Una delle cose che mi tiene impegnata nella mia fase di depressione acuta è l’autolesionismo. Non mi taglio per ricamare la pelle in luoghi non visibili. In realtà mi gratto. Uso il coltello e mi gratto al punto da fare venire via la pelle. Tempo fa lo facevo anche sul viso, alla prima increspatura per la disidratazione, per l’alimentazione scorretta, tagliavo via la pelle secca. Quello che resta è una superficie rosso fuoco che mi consola a guardarla e a sentirne il bruciore. E’ un modo per concentrarmi, per tenere attiva l’attenzione. Guardo la televisione e mi spello come se fossi perennemente ustionata. Poi attendo che nascano le crosticine e taglio pure quelle e mi piace vedere il sangue che cola sulla gamba. Resta una piccola cicatrice, perché non permetto alla crosta di fare il suo lavoro. Sul viso le croste assumono un colore neutro. E’ altra pelle secca che si addensa sull’ampia cicatrice. Fronte, naso, la superficie sotto gli occhi e il mento. Sono le zone che maltratto con le unghie.

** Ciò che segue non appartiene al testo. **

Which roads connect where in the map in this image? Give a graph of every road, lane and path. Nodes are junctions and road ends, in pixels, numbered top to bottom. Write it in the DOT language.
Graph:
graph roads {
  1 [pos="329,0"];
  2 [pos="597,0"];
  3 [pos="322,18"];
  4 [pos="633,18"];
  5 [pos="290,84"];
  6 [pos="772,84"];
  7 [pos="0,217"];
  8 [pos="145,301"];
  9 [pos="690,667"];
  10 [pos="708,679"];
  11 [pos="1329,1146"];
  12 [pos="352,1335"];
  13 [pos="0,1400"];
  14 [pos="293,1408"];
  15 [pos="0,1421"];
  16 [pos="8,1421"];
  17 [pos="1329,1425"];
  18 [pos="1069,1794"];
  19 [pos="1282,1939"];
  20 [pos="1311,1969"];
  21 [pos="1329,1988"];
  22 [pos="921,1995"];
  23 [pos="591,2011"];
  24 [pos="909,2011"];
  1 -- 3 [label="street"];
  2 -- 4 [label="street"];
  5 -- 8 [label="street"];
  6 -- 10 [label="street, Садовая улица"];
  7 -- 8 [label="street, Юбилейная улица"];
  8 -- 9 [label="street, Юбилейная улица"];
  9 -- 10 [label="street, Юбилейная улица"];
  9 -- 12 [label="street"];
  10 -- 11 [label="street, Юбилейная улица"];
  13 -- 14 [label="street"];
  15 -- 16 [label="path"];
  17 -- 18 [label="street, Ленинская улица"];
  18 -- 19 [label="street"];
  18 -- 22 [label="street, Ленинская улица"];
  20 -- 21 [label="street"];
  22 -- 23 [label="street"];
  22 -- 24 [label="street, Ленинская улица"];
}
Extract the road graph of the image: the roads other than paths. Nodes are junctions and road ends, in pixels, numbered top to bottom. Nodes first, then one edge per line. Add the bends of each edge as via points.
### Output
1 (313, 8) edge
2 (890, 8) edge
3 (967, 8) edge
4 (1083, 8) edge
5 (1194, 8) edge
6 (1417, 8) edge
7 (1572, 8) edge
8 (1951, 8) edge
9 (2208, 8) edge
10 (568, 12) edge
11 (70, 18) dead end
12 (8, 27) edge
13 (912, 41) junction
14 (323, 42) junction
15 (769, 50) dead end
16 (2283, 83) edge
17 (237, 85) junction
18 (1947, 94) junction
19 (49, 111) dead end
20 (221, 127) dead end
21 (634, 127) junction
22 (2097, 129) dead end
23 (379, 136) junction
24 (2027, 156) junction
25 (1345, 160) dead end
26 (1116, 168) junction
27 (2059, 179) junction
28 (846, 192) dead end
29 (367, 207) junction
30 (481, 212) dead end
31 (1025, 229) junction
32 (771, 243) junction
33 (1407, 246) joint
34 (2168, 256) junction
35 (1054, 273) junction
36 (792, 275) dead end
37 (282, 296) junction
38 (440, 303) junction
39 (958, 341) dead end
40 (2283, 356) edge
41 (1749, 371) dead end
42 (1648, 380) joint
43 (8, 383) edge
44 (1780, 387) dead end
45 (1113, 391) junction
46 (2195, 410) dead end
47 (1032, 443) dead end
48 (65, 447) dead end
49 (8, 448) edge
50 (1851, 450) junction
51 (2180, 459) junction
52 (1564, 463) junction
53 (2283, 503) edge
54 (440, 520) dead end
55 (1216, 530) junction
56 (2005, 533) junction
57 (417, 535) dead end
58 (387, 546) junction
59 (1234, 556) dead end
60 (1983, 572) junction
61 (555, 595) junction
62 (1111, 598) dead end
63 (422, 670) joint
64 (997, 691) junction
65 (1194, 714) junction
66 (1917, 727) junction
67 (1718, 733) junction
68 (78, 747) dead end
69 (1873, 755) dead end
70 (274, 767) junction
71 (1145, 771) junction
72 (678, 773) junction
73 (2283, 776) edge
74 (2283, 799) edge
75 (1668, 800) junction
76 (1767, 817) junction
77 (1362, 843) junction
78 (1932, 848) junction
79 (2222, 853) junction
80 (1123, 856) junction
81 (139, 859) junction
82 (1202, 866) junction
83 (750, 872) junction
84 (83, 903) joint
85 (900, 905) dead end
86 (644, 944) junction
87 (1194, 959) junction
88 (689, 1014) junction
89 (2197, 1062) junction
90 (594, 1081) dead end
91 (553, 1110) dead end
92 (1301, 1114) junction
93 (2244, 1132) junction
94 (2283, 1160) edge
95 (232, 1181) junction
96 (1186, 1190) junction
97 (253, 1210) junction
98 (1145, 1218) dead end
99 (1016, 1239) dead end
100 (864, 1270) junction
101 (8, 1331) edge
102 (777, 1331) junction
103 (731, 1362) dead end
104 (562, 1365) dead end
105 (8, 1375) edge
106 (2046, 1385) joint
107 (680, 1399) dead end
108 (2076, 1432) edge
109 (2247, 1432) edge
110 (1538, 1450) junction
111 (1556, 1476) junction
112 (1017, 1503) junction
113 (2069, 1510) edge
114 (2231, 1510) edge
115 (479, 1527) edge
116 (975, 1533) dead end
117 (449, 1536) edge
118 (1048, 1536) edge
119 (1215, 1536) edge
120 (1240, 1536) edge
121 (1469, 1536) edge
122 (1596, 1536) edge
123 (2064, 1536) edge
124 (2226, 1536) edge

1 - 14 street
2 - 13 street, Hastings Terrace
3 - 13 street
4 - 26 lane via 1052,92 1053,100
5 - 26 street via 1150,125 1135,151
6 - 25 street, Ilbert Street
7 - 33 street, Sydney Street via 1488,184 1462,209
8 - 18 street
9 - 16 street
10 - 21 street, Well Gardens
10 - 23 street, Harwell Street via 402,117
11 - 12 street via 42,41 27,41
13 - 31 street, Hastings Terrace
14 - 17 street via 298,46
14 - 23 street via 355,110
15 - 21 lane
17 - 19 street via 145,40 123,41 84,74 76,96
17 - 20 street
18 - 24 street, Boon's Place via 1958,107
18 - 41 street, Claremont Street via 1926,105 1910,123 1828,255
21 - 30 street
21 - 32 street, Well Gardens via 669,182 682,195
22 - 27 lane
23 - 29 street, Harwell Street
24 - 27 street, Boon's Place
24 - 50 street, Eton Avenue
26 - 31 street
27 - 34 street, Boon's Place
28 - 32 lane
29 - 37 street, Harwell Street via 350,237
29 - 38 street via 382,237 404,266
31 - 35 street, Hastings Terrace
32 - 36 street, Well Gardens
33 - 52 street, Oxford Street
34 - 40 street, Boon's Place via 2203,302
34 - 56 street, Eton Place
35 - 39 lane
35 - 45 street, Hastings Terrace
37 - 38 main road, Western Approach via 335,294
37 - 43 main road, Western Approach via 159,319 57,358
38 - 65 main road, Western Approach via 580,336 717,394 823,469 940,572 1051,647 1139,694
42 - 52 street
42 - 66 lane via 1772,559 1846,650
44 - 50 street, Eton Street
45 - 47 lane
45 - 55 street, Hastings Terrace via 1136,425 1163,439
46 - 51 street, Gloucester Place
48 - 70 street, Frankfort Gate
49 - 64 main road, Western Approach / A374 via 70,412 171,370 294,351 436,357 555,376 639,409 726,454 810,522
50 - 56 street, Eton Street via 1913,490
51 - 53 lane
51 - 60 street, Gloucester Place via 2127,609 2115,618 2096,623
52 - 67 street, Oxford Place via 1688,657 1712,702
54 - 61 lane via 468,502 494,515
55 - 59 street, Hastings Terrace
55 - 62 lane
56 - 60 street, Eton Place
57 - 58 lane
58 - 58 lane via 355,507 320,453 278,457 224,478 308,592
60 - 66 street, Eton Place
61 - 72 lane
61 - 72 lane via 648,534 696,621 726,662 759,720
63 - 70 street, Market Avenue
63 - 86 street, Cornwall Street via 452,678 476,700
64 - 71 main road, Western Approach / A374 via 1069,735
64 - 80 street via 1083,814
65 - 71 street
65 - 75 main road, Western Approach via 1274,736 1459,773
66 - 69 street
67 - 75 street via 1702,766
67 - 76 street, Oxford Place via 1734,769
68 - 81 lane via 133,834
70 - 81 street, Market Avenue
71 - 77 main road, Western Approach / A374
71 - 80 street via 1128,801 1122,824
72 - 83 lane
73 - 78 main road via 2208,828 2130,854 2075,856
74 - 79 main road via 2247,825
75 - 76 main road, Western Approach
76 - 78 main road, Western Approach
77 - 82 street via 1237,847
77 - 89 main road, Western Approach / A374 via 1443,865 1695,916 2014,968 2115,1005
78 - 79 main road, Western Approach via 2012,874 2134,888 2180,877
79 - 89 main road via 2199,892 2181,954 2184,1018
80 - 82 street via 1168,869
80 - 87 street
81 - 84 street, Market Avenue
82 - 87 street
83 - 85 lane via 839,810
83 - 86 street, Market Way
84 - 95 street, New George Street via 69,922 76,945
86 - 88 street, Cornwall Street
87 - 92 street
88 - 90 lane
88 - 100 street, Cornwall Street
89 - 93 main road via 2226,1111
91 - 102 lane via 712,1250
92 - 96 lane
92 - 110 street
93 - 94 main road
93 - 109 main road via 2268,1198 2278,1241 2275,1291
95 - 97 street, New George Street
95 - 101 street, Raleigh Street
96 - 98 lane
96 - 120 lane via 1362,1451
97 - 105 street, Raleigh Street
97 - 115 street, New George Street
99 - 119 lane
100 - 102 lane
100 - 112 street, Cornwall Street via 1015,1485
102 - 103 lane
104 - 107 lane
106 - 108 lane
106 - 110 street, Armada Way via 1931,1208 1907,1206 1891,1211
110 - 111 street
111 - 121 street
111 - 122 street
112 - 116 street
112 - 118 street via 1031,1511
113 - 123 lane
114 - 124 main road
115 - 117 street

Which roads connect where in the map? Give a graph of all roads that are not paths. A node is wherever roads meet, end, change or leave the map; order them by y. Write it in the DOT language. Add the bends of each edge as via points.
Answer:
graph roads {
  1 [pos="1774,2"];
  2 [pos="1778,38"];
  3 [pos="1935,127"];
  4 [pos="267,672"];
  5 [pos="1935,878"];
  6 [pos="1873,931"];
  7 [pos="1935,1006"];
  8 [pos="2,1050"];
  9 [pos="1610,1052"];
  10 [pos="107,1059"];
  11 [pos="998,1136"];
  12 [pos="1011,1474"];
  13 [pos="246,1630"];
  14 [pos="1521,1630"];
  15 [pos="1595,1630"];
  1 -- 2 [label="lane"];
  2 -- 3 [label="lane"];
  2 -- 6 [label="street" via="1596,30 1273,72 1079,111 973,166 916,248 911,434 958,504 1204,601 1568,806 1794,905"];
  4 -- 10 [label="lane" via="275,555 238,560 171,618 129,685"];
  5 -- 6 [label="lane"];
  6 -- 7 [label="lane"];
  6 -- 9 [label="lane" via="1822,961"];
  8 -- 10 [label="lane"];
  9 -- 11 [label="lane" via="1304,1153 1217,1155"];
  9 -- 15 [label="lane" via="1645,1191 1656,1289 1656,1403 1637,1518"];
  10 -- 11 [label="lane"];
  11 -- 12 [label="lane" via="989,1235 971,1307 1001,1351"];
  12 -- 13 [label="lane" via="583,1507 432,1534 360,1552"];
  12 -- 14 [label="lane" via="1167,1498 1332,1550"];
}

Non fumo, non tengo impegnate le mani in altro modo e dunque è complicato per me non tenere conto della spinta all’autolesionismo. D’altronde è quella stessa spinta che mi porta alle abbuffate. Fino a che non fa male. Fino all’estensione e all’ampiezza massima dello stomaco. Fino a che il fegato, generalmente asintomatico, non sembra tanto duro, dolorante, da voler abbandonare la sua postazione e scivolare via. Il sangue, le cicatrici, il dolore fisico. Sono cose che mi fanno sentire viva. Mi riportano indietro, alla realtà, sebbene sia una realtà viziata, malata. Mi tengono ferma su me stessa, e mi riferisco all’egoismo che esiste, e non so se è tale per via della depressione o se sono io che non ho proprio voglia di assumermi responsabilità. Il dolore, fino a scatenare il vomito, i brividi lungo la schiena, il bruciore per il reflusso gastroesofageo. Io sento dolore dunque esisto. Ma il dolore che ho dentro non è visibile, non so interpretarlo, non mi permette di esistere come forse potrei e non so come scacciarlo. Quello che so è che quando viene fuori il sangue poi arriva la crosta e per quanto io possa grattarla via quella rinasce ancora, in un ciclo naturale che porta la ferita a guarire.

E io? Perché non guarisco? Perché la mia vita è racchiusa in questa scatola, e se pur fatta di cartone, non trovo il punto esatto che potrebbe provocarne l’apertura?

Dialogo con me stessa, in una specie di metacolloquio, cercando di tenere lontana l’autocommiserazione, che può suonare manipolatorio nei confronti di chi mi sta vicino. Voglio tentare di descrivere quello che sento ma non ci riesco. Dottore, lei lo sa che conosco mille parole per dire la stessa cosa, però non ne trovo neanche una per esprimere il mio dolore. Posso descrivere episodi, azioni legate ad esso ma quel dolore, ebbene, non so proprio come descriverlo. A volte capita che ho voglia di nasconderlo a me stessa, cercando di razionalizzare. Ho questo, ho quell’altro, ho accanto persone che mi vogliono bene e non mi hanno mollata neppure quando avevo deciso di morire. Non mi manca niente. Ho opportunità, modo e tempo, capacità per fare tante cose, ma non le faccio. E’ tutto ibernato, nascosto dietro la paura di affrontare ogni cosa, persone, giudizi, valutazioni, richieste, pretese, corrispondenze. So bene perché lui resta con me e dica di amarmi. Mi ama perché non sono spenta, non con lui. C’è vita quaggiù, e resta pronta, per una battuta, un abbraccio, per ironizzare sulla sua meravigliosa capacità di resistere a qualunque intemperie.

Lui però non vede quando lascio scivolare il sangue, caldo, ferroso, sulla gamba. Non vede quello che faccio alle mie cicatrici. O vede e non dice niente, seguendo le indicazioni dello psichiatra che pensa sia necessario coinvolgere il mio compagno nella terapia. Almeno lui no, non voglio che si senta in obbligo e che si chieda mille volte se la sta dicendo giusta o sbagliata. E’ un uomo e non un missionario o un infermiere. Di lui voglio l’uomo. Così, forse, posso sentirmi ancora una persona, una donna, e non una malata cronica.

Finisco così, per oggi, tentando di rispettare questo impegno quasi quotidiano, e poi vado a molestare una piccola crosticina che ho sul braccio. Farò venire fuori il sangue, e poi proverò quel senso di calma. Calma, cioè. Senza esagerare.